Songs for Synesthetes

All songs are essentially songs for synesthetes, people whose sensory perceptions are crosswired in one way or another. (A popular book on the topic is called "The Man Who Tasted Shapes.") One form of this cross-wiring is the visualization of music - not necessarily in a manner that would be comparable to a music video, but something more akin to the alien data representation in the movie Predator. For me, this effect often presents itself during the hypnagogic and hypnopompic states, the transitional periods where one is "going into" or "pulling out of" sleep.*

Two songs for which this effect is most pronounced were covered in a single post a little more than two years ago: "Clocks" by Coldplay and "Maps" by the Yeah Yeah Yeahs. But thanks to the vicissitudes of the Internet and the predations of lawyers, the videos to which I originally linked are no longer available. Here are new versions which I hope will stick around for a while:

...OK, this first one isn't embeddable. Right-click on the image below to go to the video, or click here. You'll probably have to sit through an annoying commercial.
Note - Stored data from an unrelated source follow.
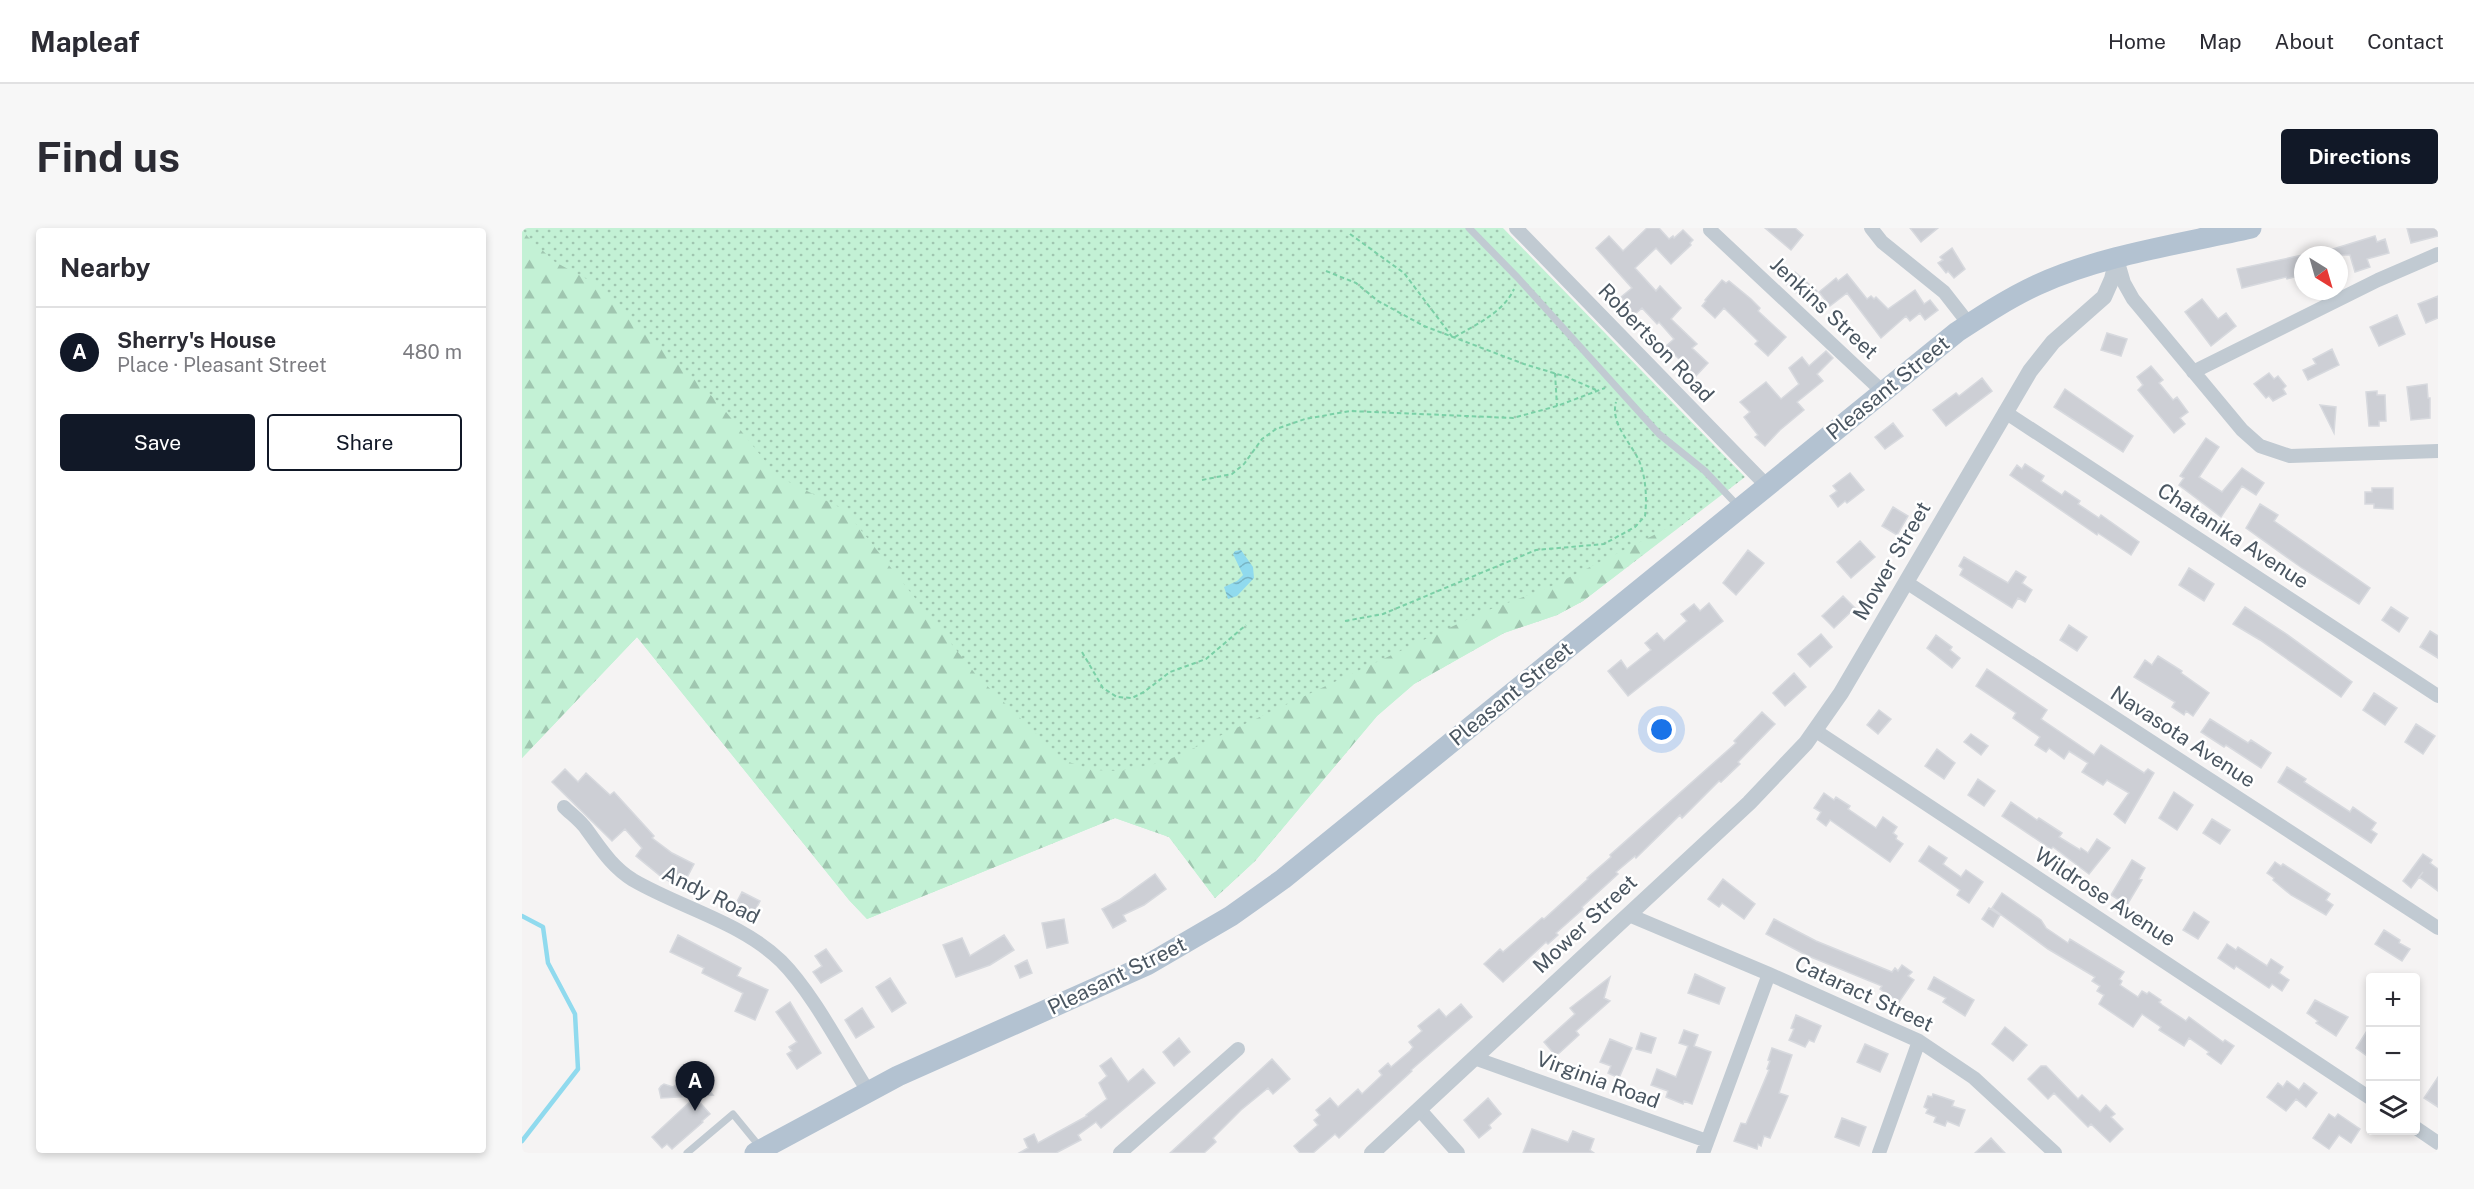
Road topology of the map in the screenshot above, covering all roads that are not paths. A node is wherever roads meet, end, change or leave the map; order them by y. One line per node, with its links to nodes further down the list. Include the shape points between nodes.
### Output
1 (1469, 228): 14 (lane, via 1669,444 1690,458)
2 (1516, 228): 13 (street, Robertson Road)
3 (1871, 228): 8 (street, via 1882,242 1944,292)
4 (2251, 228): 7 (main road, Pleasant Street)
5 (1710, 230): 10 (street, Jenkins Street)
6 (2438, 254): 9 (street)
7 (2117, 259): 8 (main road, Pleasant Street, via 2036,285); 9 (street, via 2133,299); 11 (street, Mower Street, via 2104,297 2053,342)
8 (1970, 324): 10 (main road, Pleasant Street)
9 (2193, 372): 12 (street, via 2248,436 2275,452 2298,456)
10 (1883, 392): 13 (main road, Pleasant Street)
11 (2005, 412): 15 (street, Mower Street); 16 (street, Chatanika Avenue)
12 (2438, 451)
13 (1767, 486): 14 (main road, Pleasant Street)
14 (1740, 508): 25 (main road, Pleasant Street, via 1246,906 1147,965)
15 (1906, 582): 17 (street, Mower Street); 20 (street, Navasota Avenue)
16 (2438, 696)
17 (1816, 731): 19 (street, Mower Street, via 1759,794); 26 (street, Wildrose Avenue)
18 (564, 807): 25 (street, Andy Road, via 586,828 610,862 631,879 746,933 782,962 812,1001)
19 (1629, 915): 21 (street, Cataract Street); 24 (street, Mower Street)
20 (2438, 928)
21 (1769, 974): 22 (street, Cataract Street); 30 (street)
22 (1919, 1041): 36 (street); 37 (street, Cataract Street, via 1968,1074)
23 (1238, 1049): 33 (street)
24 (1474, 1058): 27 (street, Mower Street); 30 (street, Virginia Road)
25 (868, 1091): 31 (main road, Pleasant Street)
26 (2366, 1095)
27 (1419, 1109): 34 (street, Mower Street); 35 (street)
28 (2420, 1131): 29 (street)
29 (2438, 1143)
30 (1705, 1147)
31 (758, 1151): 32 (lane, via 733,1114)
32 (687, 1153)
33 (1120, 1153)
34 (1372, 1153)
35 (1458, 1153)
36 (1879, 1153)
37 (2055, 1153)

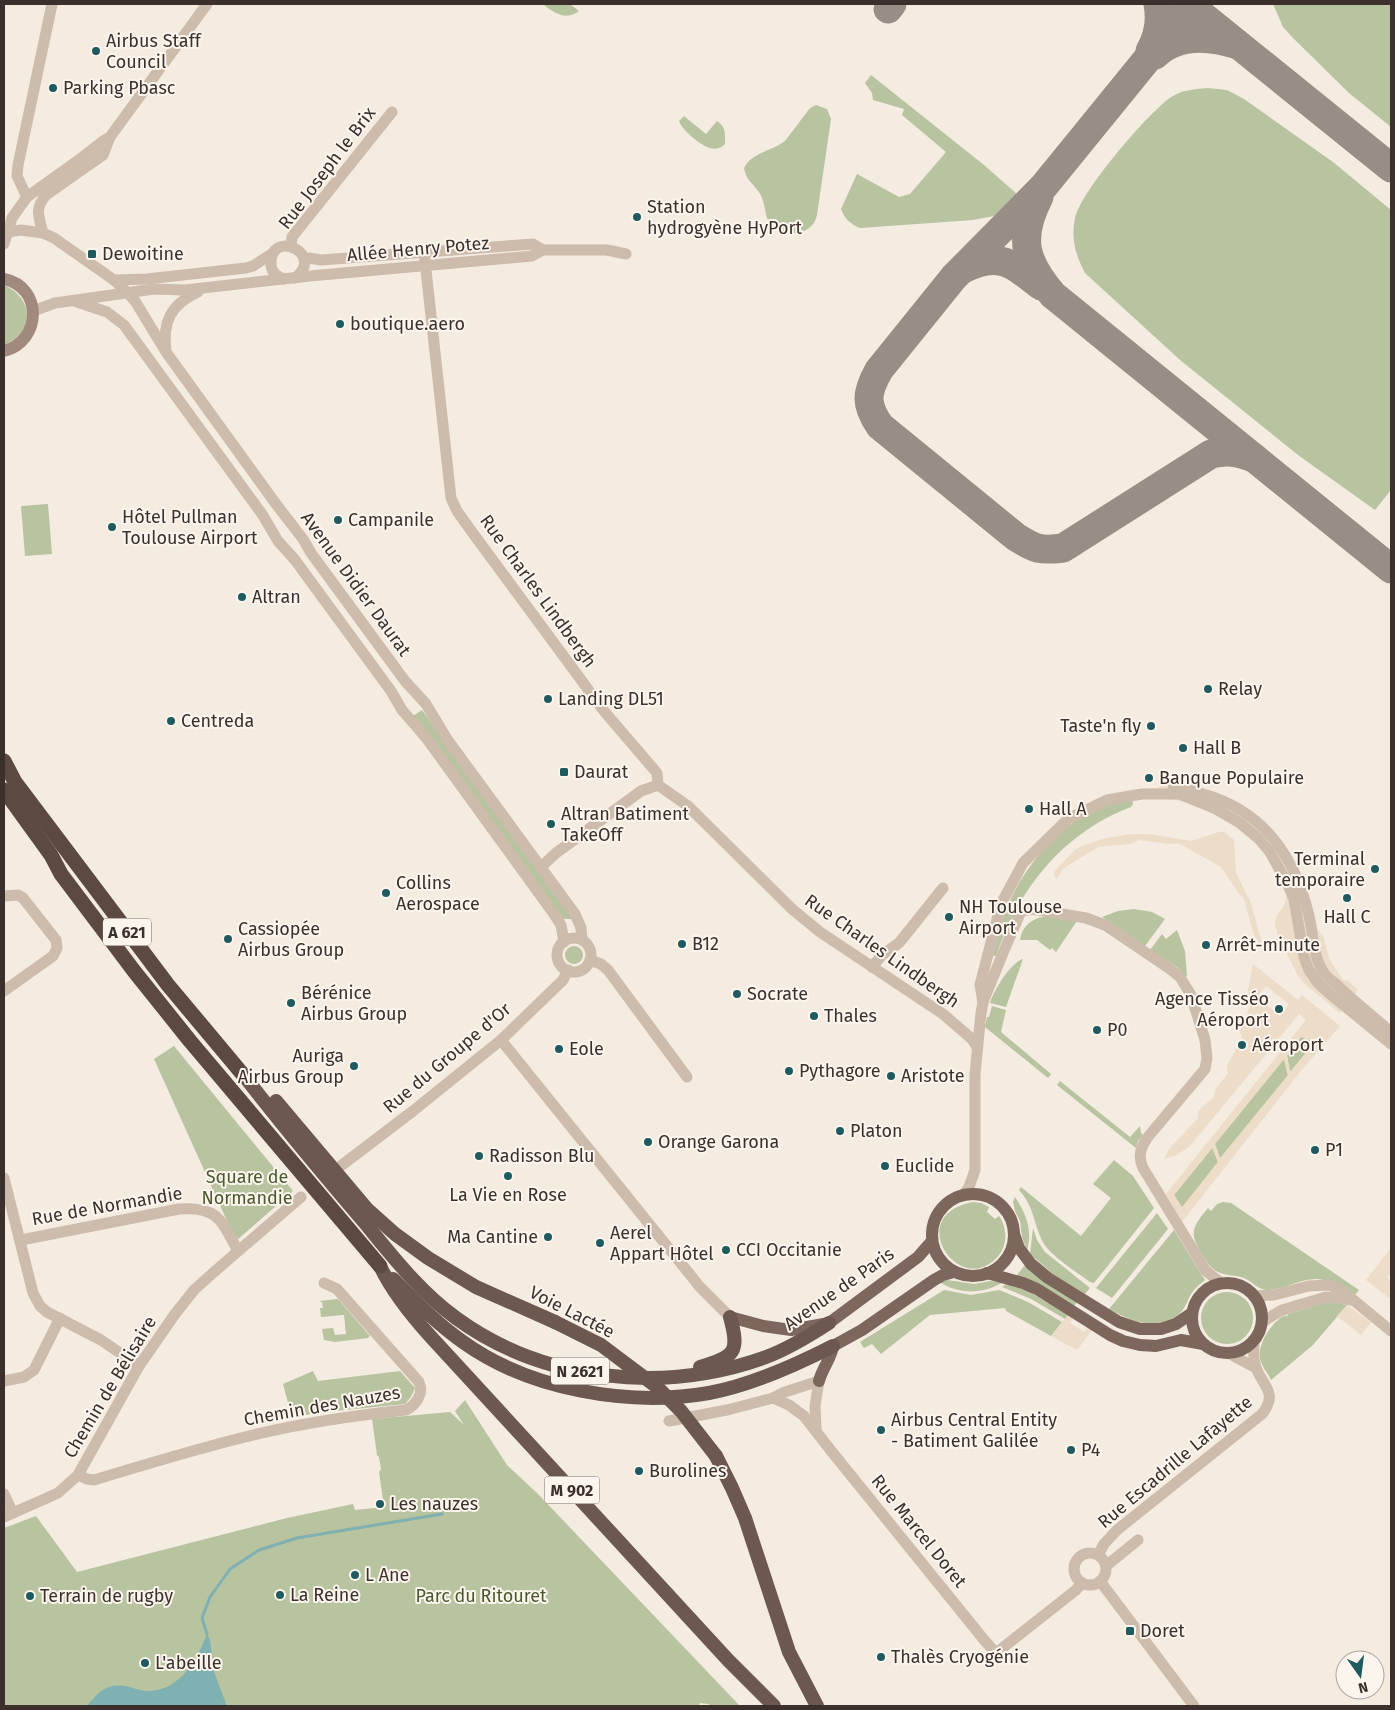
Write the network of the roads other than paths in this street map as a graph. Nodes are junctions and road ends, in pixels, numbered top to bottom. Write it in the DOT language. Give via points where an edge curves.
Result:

I first heard "Clocks" when I was in a friend's car in Ireland. The imagery the song first evoked was a dust storm on the far horizon of a broad, gray plain. Since then it has changed, and I now perceive the song as a sort of horizontal wheel, something like a Ferris Wheel on its side. The rotational period of the wheel corresponds to the time it takes to repeat the opening piano notes.

I'm not sure where or when I first heard "Maps", but I know where I was when it first hit me: I was driving my car along East Lackawanna Avenue in Olyphant, not far from where I work. When this song came on the radio it was like being hit in the head by a low-speed high-torque 3/4" auger bit that managed to penetrate my skull and then jammed, causing my entire body to rotate along with the bit lodged in my skull.

Interesting that both songs conjure up sensory information that corresponds to rotation. I wonder how common that is with musical / visual cross-wiring?

*This is the mnemonic I use to remember which state is which. Similarly, stalactites grow from the ceiling, and stalagmites are attached to the ground.

1 comment:

hedera said...

I must not be a synesthete. I listened to the Coldplay cut, and it's good music, but I don't get any unusual associations or images of great grey plains (except from your post!).